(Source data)
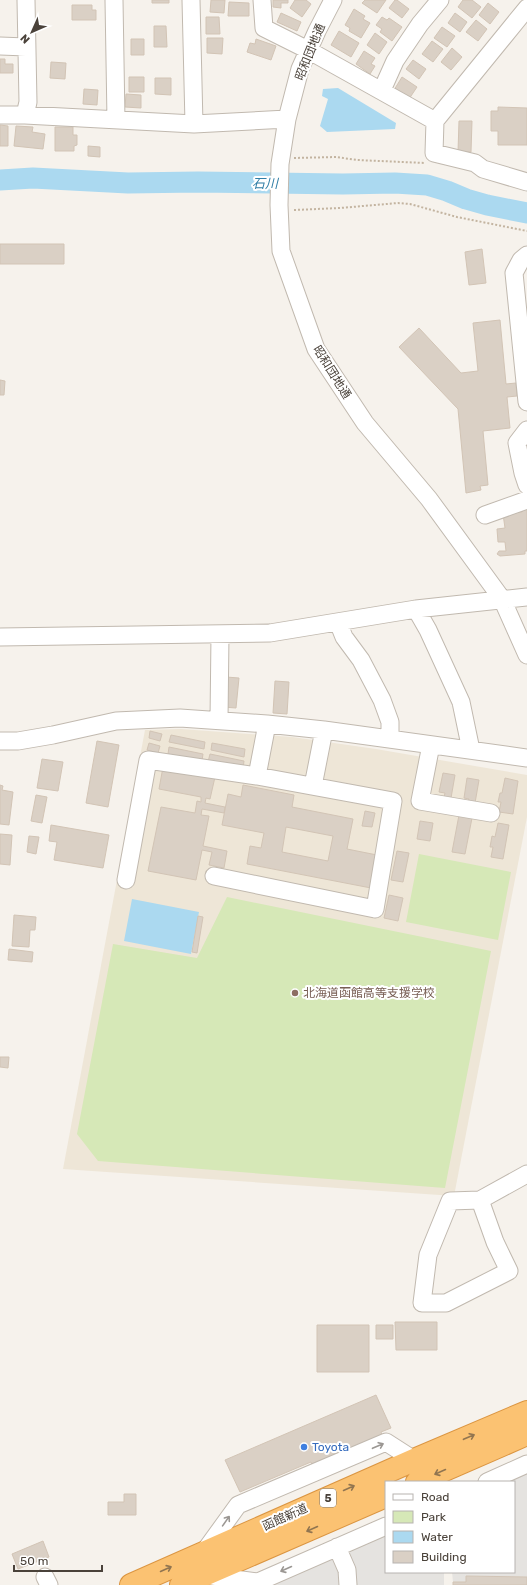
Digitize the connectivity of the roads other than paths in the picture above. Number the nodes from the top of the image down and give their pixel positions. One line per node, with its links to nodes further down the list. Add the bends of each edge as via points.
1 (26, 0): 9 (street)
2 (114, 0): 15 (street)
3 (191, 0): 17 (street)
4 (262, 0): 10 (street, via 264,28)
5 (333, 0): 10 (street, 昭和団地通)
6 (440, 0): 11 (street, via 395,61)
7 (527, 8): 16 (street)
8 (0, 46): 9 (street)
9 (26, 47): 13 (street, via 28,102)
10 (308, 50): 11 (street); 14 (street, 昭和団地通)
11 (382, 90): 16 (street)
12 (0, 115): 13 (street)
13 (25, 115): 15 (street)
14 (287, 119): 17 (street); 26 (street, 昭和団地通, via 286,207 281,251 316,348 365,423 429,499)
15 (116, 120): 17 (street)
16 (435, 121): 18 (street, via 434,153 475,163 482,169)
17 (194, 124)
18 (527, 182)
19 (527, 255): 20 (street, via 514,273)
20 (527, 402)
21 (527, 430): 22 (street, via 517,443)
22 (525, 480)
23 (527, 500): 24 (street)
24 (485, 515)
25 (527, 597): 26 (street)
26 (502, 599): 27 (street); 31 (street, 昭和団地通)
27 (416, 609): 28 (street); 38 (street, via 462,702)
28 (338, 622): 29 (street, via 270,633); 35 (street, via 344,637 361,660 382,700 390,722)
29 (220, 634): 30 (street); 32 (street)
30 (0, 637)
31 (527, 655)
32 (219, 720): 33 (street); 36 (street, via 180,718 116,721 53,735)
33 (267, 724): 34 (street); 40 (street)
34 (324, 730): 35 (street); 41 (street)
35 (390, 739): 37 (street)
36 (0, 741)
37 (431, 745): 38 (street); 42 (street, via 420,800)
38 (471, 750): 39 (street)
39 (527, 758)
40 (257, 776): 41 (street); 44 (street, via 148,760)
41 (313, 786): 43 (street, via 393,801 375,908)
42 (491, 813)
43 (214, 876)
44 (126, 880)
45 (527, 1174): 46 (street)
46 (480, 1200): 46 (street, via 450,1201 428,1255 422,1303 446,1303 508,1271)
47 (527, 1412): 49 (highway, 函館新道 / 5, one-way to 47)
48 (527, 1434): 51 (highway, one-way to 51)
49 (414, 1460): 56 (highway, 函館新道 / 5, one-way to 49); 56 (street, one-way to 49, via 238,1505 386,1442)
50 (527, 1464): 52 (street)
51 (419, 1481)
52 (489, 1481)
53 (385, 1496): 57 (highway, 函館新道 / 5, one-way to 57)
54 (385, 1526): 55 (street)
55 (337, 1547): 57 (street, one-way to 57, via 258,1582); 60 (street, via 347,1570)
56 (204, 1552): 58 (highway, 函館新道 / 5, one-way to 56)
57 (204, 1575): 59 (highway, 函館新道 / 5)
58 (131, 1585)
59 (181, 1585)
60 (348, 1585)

_Exercise directions_
Every record is to be reproduced exactly, with no pictures included.

_Response_
Digitize the connectivity of the roads other than paths in the picture above. Number the nodes from the top of the image down and give their pixel positions. One line per node, with its links to nodes further down the list. Add the bends of each edge as via points.
1 (26, 0): 9 (street)
2 (114, 0): 15 (street)
3 (191, 0): 17 (street)
4 (262, 0): 10 (street, via 264,28)
5 (333, 0): 10 (street, 昭和団地通)
6 (440, 0): 11 (street, via 395,61)
7 (527, 8): 16 (street)
8 (0, 46): 9 (street)
9 (26, 47): 13 (street, via 28,102)
10 (308, 50): 11 (street); 14 (street, 昭和団地通)
11 (382, 90): 16 (street)
12 (0, 115): 13 (street)
13 (25, 115): 15 (street)
14 (287, 119): 17 (street); 26 (street, 昭和団地通, via 286,207 281,251 316,348 365,423 429,499)
15 (116, 120): 17 (street)
16 (435, 121): 18 (street, via 434,153 475,163 482,169)
17 (194, 124)
18 (527, 182)
19 (527, 255): 20 (street, via 514,273)
20 (527, 402)
21 (527, 430): 22 (street, via 517,443)
22 (525, 480)
23 (527, 500): 24 (street)
24 (485, 515)
25 (527, 597): 26 (street)
26 (502, 599): 27 (street); 31 (street, 昭和団地通)
27 (416, 609): 28 (street); 38 (street, via 462,702)
28 (338, 622): 29 (street, via 270,633); 35 (street, via 344,637 361,660 382,700 390,722)
29 (220, 634): 30 (street); 32 (street)
30 (0, 637)
31 (527, 655)
32 (219, 720): 33 (street); 36 (street, via 180,718 116,721 53,735)
33 (267, 724): 34 (street); 40 (street)
34 (324, 730): 35 (street); 41 (street)
35 (390, 739): 37 (street)
36 (0, 741)
37 (431, 745): 38 (street); 42 (street, via 420,800)
38 (471, 750): 39 (street)
39 (527, 758)
40 (257, 776): 41 (street); 44 (street, via 148,760)
41 (313, 786): 43 (street, via 393,801 375,908)
42 (491, 813)
43 (214, 876)
44 (126, 880)
45 (527, 1174): 46 (street)
46 (480, 1200): 46 (street, via 450,1201 428,1255 422,1303 446,1303 508,1271)
47 (527, 1412): 49 (highway, 函館新道 / 5, one-way to 47)
48 (527, 1434): 51 (highway, one-way to 51)
49 (414, 1460): 56 (highway, 函館新道 / 5, one-way to 49); 56 (street, one-way to 49, via 238,1505 386,1442)
50 (527, 1464): 52 (street)
51 (419, 1481)
52 (489, 1481)
53 (385, 1496): 57 (highway, 函館新道 / 5, one-way to 57)
54 (385, 1526): 55 (street)
55 (337, 1547): 57 (street, one-way to 57, via 258,1582); 60 (street, via 347,1570)
56 (204, 1552): 58 (highway, 函館新道 / 5, one-way to 56)
57 (204, 1575): 59 (highway, 函館新道 / 5)
58 (131, 1585)
59 (181, 1585)
60 (348, 1585)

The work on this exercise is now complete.